This directory contains the public API for WebLayer. WebLayer provides both a C++ and Java API. Note that while WebLayer's implementation builds on top of //content, its public API does not expose the Content API.
In general, the Java API is a thin veneer over the C++ API. For the most part, functionality should be added to the C++ side with the Java implementation calling into it. Where the two APIs diverge is for platform specific functionality. For example, the Java API uses Android Fragments, which do not apply to the C++ side.
The public API should follow the Android API guidelines (https://goto.google.com/android-api-guidelines). This results in naming differences between the C++ and Java code. For example, NewTabDelegate in C++ vs NewTabCallback in Java.
In the long term WebLayer will support some amount of version skew. In the short term, we have a simple version check. See “//weblayer/browser/java/org/chromium/weblayer_private/interfaces/WebLayerVersion.java” for more information.
One of the design constraints of WebLayer's Java implementation is that we do not want embedders to ship their own copy of “//content”. Instead, the implementation is loaded from the WebView APK (not the Chrome APK, because the WebView APK is available on more devices). This constraint results in the Java implementation consisting of three distinct parts.
Code lives in “//weblayer/public/java”. This is the code used by embedders.

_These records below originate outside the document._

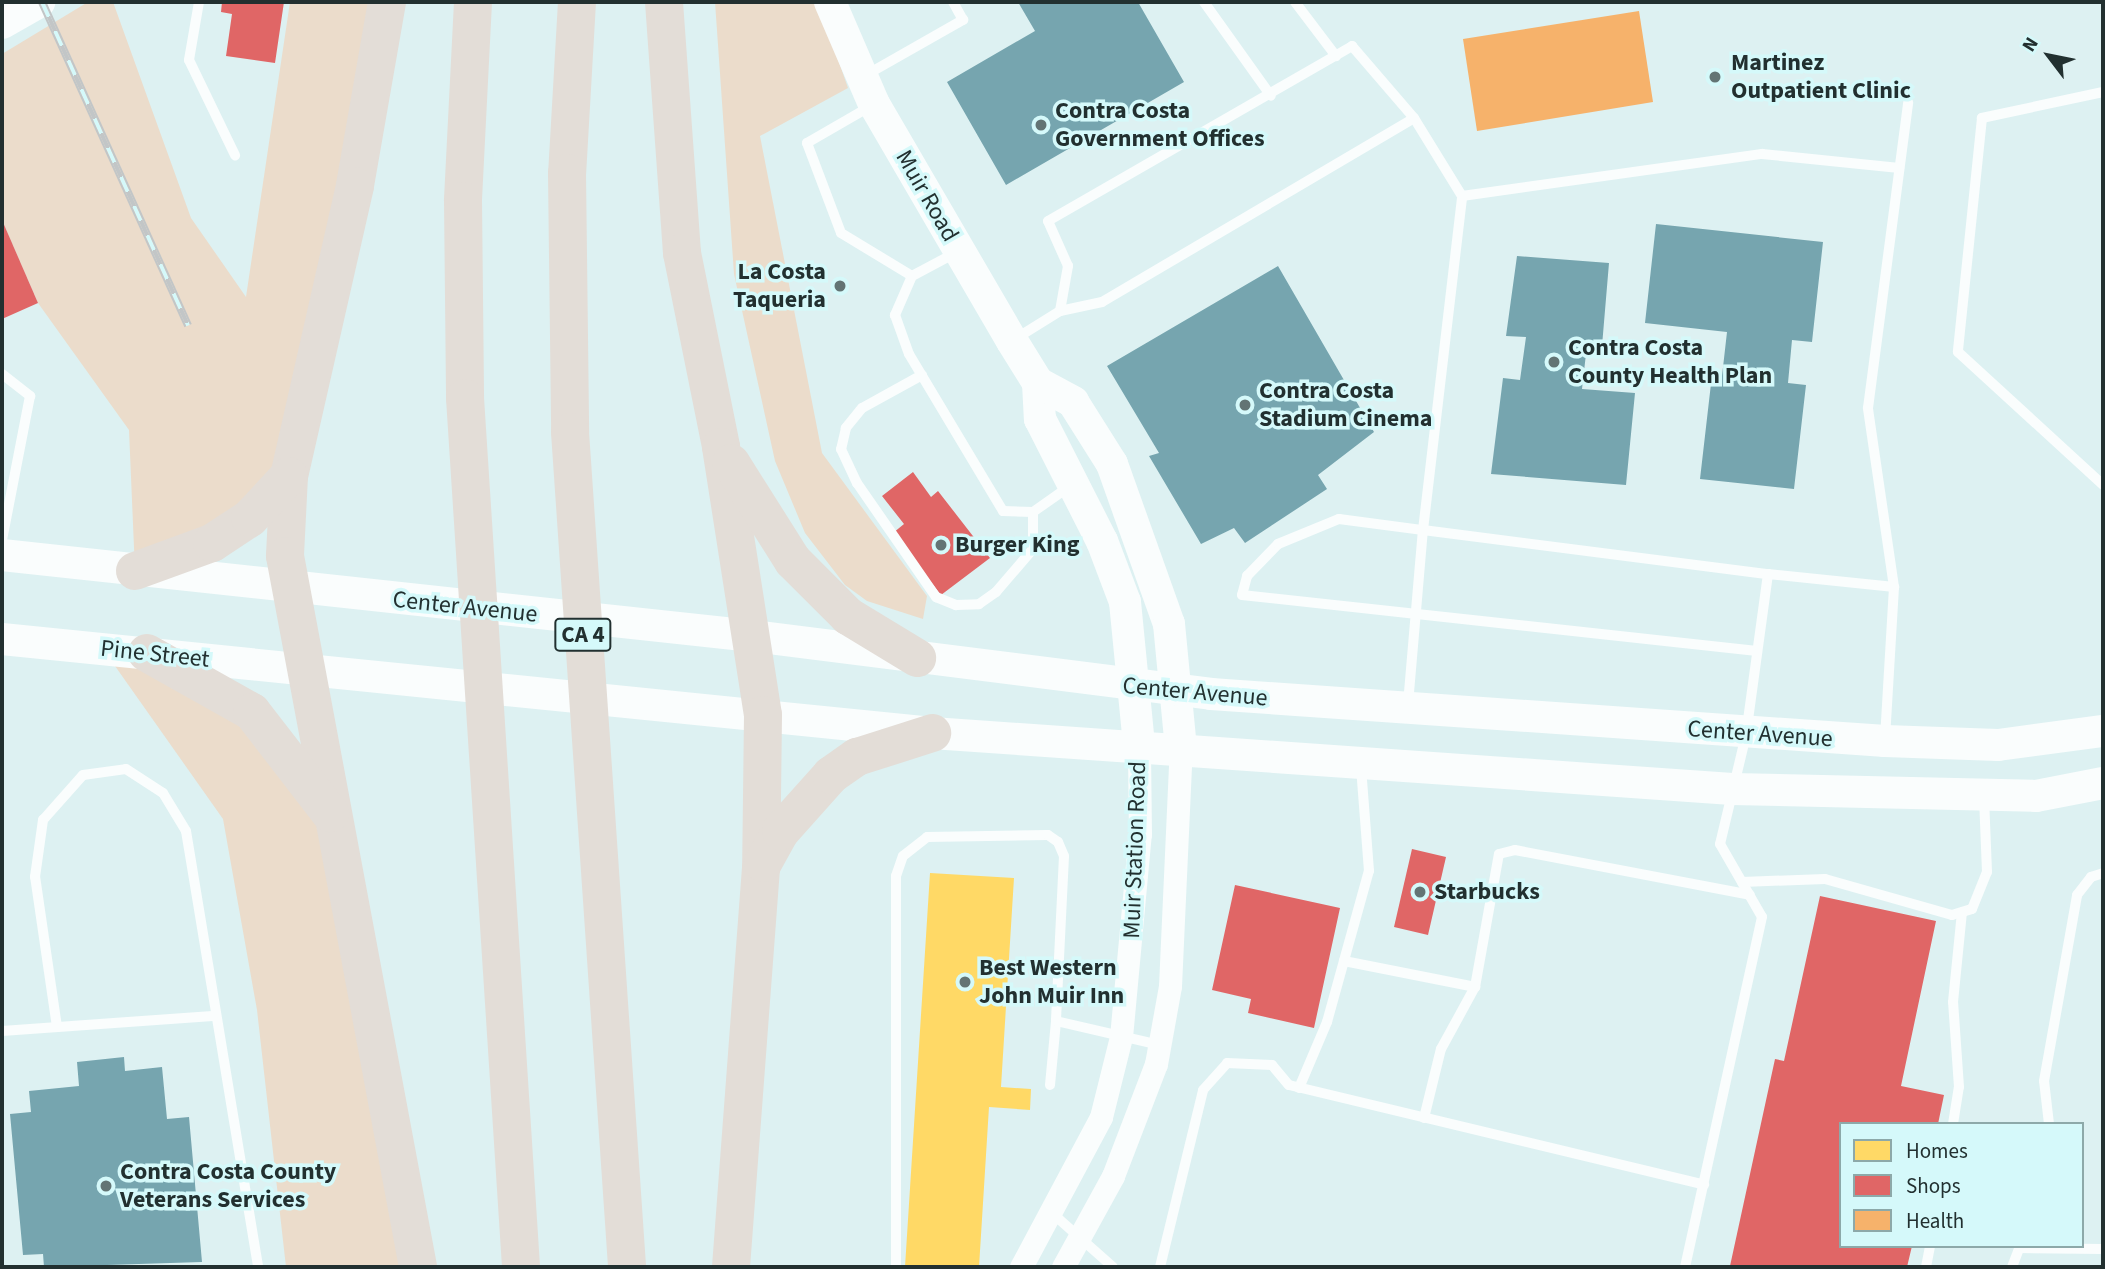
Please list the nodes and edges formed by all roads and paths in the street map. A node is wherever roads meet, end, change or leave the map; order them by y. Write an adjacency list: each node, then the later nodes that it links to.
1 (39, 2): 11 (street)
2 (199, 2): 18 (lane)
3 (387, 2): 29 (highway)
4 (473, 2): 89 (highway)
5 (577, 2): 90 (highway, CA 4)
6 (664, 2): 28 (highway)
7 (830, 2): 13 (street, Muir Road)
8 (953, 2): 13 (lane)
9 (1204, 2): 15 (lane)
10 (1295, 2): 12 (lane)
11 (2, 23)
12 (1336, 55): 15 (lane); 17 (lane)
13 (867, 91): 21 (street, Muir Road); 22 (lane)
14 (2103, 92): 31 (lane)
15 (1271, 96): 23 (lane)
16 (1908, 103): 19 (lane)
17 (1414, 118): 20 (lane); 23 (lane)
18 (235, 155)
19 (1899, 168): 20 (lane); 38 (lane)
20 (1462, 196): 33 (lane)
21 (958, 251): 22 (lane); 24 (street, Muir Road)
22 (912, 276): 26 (lane)
23 (1060, 311): 24 (lane)
24 (1012, 341): 27 (street, Muir Road)
25 (2, 374): 34 (lane)
26 (922, 375): 32 (lane); 32 (lane)
27 (1038, 383): 30 (street, Muir Road); 48 (street, Muir Road)
28 (721, 447): 41 (highway); 45 (highway)
29 (289, 476): 36 (highway); 39 (highway)
30 (1075, 483): 32 (lane); 47 (street, Muir Road)
31 (2103, 485)
32 (1033, 512)
33 (1423, 530): 37 (lane); 40 (lane); 40 (lane)
34 (2, 540)
35 (2, 555): 36 (street)
36 (135, 571): 39 (street)
37 (1768, 574): 38 (lane); 43 (lane)
38 (1894, 587): 54 (lane)
39 (290, 590): 41 (street, Center Avenue); 46 (highway)
40 (1416, 610): 43 (lane); 49 (lane)
41 (752, 636): 45 (street, Center Avenue); 50 (highway)
42 (2, 639): 44 (street, Pine Street)
43 (1757, 651): 53 (lane)
44 (147, 653): 46 (street, Pine Street); 61 (highway)
45 (917, 658): 47 (street, Center Avenue)
46 (308, 670): 50 (street); 61 (highway)
47 (1136, 687): 48 (street, Center Avenue); 55 (street, Muir Road)
48 (1179, 691): 49 (street, Center Avenue); 56 (street, Muir Road)
49 (1407, 710): 53 (street, Center Avenue)
50 (763, 715): 52 (street); 62 (highway)
51 (2103, 731): 54 (street, Center Avenue)
52 (932, 733): 55 (street); 62 (highway)
53 (1746, 735): 54 (street, Center Avenue); 59 (lane)
54 (1885, 741)
55 (1139, 746): 56 (street); 73 (street, Muir Station Road)
56 (1181, 748): 57 (street); 74 (street, Muir Station Road)
57 (1361, 761): 59 (street); 67 (lane)
58 (2103, 783): 60 (street)
59 (1732, 789): 60 (street); 64 (lane)
60 (1984, 795): 66 (lane)
61 (339, 826): 88 (highway)
62 (761, 868): 91 (highway)
63 (2103, 873): 79 (lane)
64 (1742, 882): 65 (lane); 66 (lane)
65 (1750, 895): 68 (lane); 80 (lane)
66 (1962, 912): 78 (lane)
67 (1344, 961): 68 (lane); 76 (lane)
68 (1475, 986): 77 (lane)
69 (212, 1016): 71 (lane); 71 (lane); 87 (lane)
70 (1056, 1021): 73 (lane); 75 (lane); 92 (lane)
71 (57, 1027): 72 (lane)
72 (2, 1031)
73 (1121, 1037): 74 (lane); 81 (street, Muir Station Road)
74 (1160, 1045): 82 (street, Muir Station Road)
75 (1050, 1085)
76 (1299, 1088): 77 (lane); 96 (lane)
77 (1424, 1118): 80 (lane)
78 (1953, 1122)
79 (2049, 1122)
80 (1704, 1185): 97 (lane)
81 (1052, 1213): 82 (lane); 93 (street, Muir Station Road)
82 (1081, 1239): 94 (street, Muir Station Road); 95 (lane)
83 (1930, 1248): 98 (lane)
84 (2020, 1248): 99 (lane)
85 (2062, 1248): 86 (lane)
86 (2103, 1249)
87 (258, 1267)
88 (418, 1267)
89 (521, 1267)
90 (627, 1267)
91 (731, 1267)
92 (896, 1267)
93 (1021, 1267)
94 (1063, 1267)
95 (1113, 1267)
96 (1160, 1267)
97 (1685, 1267)
98 (1926, 1267)
99 (2012, 1267)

The client library contains very little logic, rather it delegates to the Java implementation over AIDL.
This code should not have any dependencies on any other code in the chrome repo.
This is best thought of as WebLayer's ABI (for Java).
The client library loads the WebLayer implementation from WebView APK and uses AIDL for the IPC. The aidl interfaces are defined in “//weblayer/browser/java/org/chromium/weblayer_private/interfaces”. AIDL is used to enable the implementation to be loaded using a different ClassLoader than the embedder.
In general, any interface ending with ‘Client’ means the interface is from the implementation side to the client library. An interface without ‘Client’ is from the client to the implementation.
This is often referred to as the ‘implementation’ of the Java API. This is where the bulk of the Java code lives and sits on top of the C++ API. The code for this lives in “//weblayer/browser/java”.